02:40:47.000 Oh, but I'm still thinking, of Trump's votes, what proportion of people have only ever voted Republican?
02:40:58.000 That's a good question.
02:40:59.000 And I would, like, definitely bet greater than 80%.
02:41:02.000 Really?
02:41:02.000 Probably better than 90%.
02:41:04.000 Yeah, that's right.
02:41:04.000 I mean, if you look at the polls, like, it's always that, in terms of expected number of votes, like, oh, it's only 46% in favor of Trump.
02:41:13.000 Well, there's also the issue that the independents in the swing states, whether it's Gary Johnson or whether it's Jill Stein, those independents, the amount of votes they got would have swung the other way towards Hillary.
02:41:25.000 Yeah, I remember looking into this for Jill Stein in particular, and actually it was the case, she would have won the popular vote by even more, but in none of the swing states did she get enough of a percentage.
02:41:36.000 Not just Jill Stein, but Gary Johnson as well.
02:41:38.000 Yeah, though Gary Johnson, it seemed to me, was split almost evenly between Thump and Hill.
02:41:44.000 Right.
02:41:45.000 But this is an interesting case, so...
02:41:47.000 The thing that people don't think about so much is I think the process, we call this a democracy, but one single checkbox every four years is the smallest amount of information you can be getting from people.
02:42:03.000 And it's susceptible to all sorts of different things.
02:42:06.000 And this happens on both sides.
02:42:08.000 So supposing Jill Stein became really popular, took 10% of the vote, She would have just killed Hillary.
02:42:16.000 Like, absolutely.
02:42:17.000 Or supposing that Evan McMullen, is that his name?
02:42:21.000 Who's that?
02:42:22.000 Yeah, he was a Republican independent.
02:42:24.000 Okay.
02:42:25.000 Did well in Utah.
02:42:26.000 Anyway, supposing a far-right candidate does really well.
02:42:30.000 Again, takes all of the votes away from Trump.
02:42:33.000 The fact that that's possible shows that, like, first past the post, the voting system is a very bad voting system.
02:42:39.000 It's not accurately representing the will of the people.
02:42:42.000 And we could do so much better than it would mean that...
02:42:47.000 As a democratic process, you'd be much closer to representing what people actually believe or feel about things.
02:42:54.000 Because right now, it means that, yeah, you can be influenced by stuff like how much support does a third party get?
02:42:59.000 That's a terrible system.
02:43:01.000 It's a terrible system.
02:43:01.000 It lasts too long.
02:43:02.000 The decisions last for four years.
02:43:04.000 This person gets locked into position unless you impeach them and then remove them from office.
02:43:08.000 They're stuck.
02:43:09.000 It sucks.
02:43:10.000 I wish I could talk about it more, but I can't.

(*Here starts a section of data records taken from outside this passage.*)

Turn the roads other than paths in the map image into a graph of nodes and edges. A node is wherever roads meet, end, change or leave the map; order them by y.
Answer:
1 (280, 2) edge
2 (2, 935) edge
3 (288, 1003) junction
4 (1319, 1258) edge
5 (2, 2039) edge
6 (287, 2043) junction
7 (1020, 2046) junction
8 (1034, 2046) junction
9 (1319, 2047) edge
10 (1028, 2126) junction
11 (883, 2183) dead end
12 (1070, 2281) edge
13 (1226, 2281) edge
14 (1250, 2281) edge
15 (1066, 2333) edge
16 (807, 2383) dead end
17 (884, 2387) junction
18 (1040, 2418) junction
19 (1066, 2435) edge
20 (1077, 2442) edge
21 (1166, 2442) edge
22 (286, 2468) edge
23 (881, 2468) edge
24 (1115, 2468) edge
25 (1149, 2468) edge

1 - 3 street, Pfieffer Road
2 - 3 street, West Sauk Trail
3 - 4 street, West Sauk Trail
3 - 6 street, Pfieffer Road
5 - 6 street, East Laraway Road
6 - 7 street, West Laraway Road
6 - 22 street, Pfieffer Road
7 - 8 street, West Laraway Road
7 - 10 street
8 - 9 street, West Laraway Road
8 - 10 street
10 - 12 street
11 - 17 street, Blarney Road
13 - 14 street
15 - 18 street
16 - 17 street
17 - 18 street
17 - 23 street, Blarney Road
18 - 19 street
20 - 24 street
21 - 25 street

02:43:11.000 I've got to get the fuck out of here.
02:43:13.000 But that's the least interesting thing we talked about today.
02:43:16.000 But the AI and all the other stuff is just fascinating stuff.
02:43:21.000 If people want to know more about your effective altruism movement and more about you, where should they go?
02:43:28.000 They should go to effectivealtruism.org.
02:43:30.000 That's got tons of information about effective altruism.
02:43:32.000 If there's one takeaway that you really want to do, you think, wow, actually, this was kind of cool.
02:43:37.000 I do want to make more of a difference.
02:43:39.000 We've just launched a set of funds, so it just means you can donate within one of these core areas of global development, animal welfare, or preservation of the long-run future against global catastrophic risks.
02:43:50.000 You can just donate and have it ensure that it will go to the very most effective non-profits.
02:43:55.000 0% overhead, depending on how you donate.
02:43:59.000 And we don't take any money along the way.
02:44:01.000 And just means that, yeah, super easy to donate as effectively as possible.
02:44:06.000 Alright, beautiful.
02:44:07.000 Thank you, Will.
02:44:08.000 Appreciate it, man.
02:44:08.000 It was fun talking to you.
02:44:09.000 We'll be back tomorrow with Jim Norton.
02:44:11.000 See ya.
02:44:13.000 That was fun, man.
02:44:15.000 Cool, no, that was great.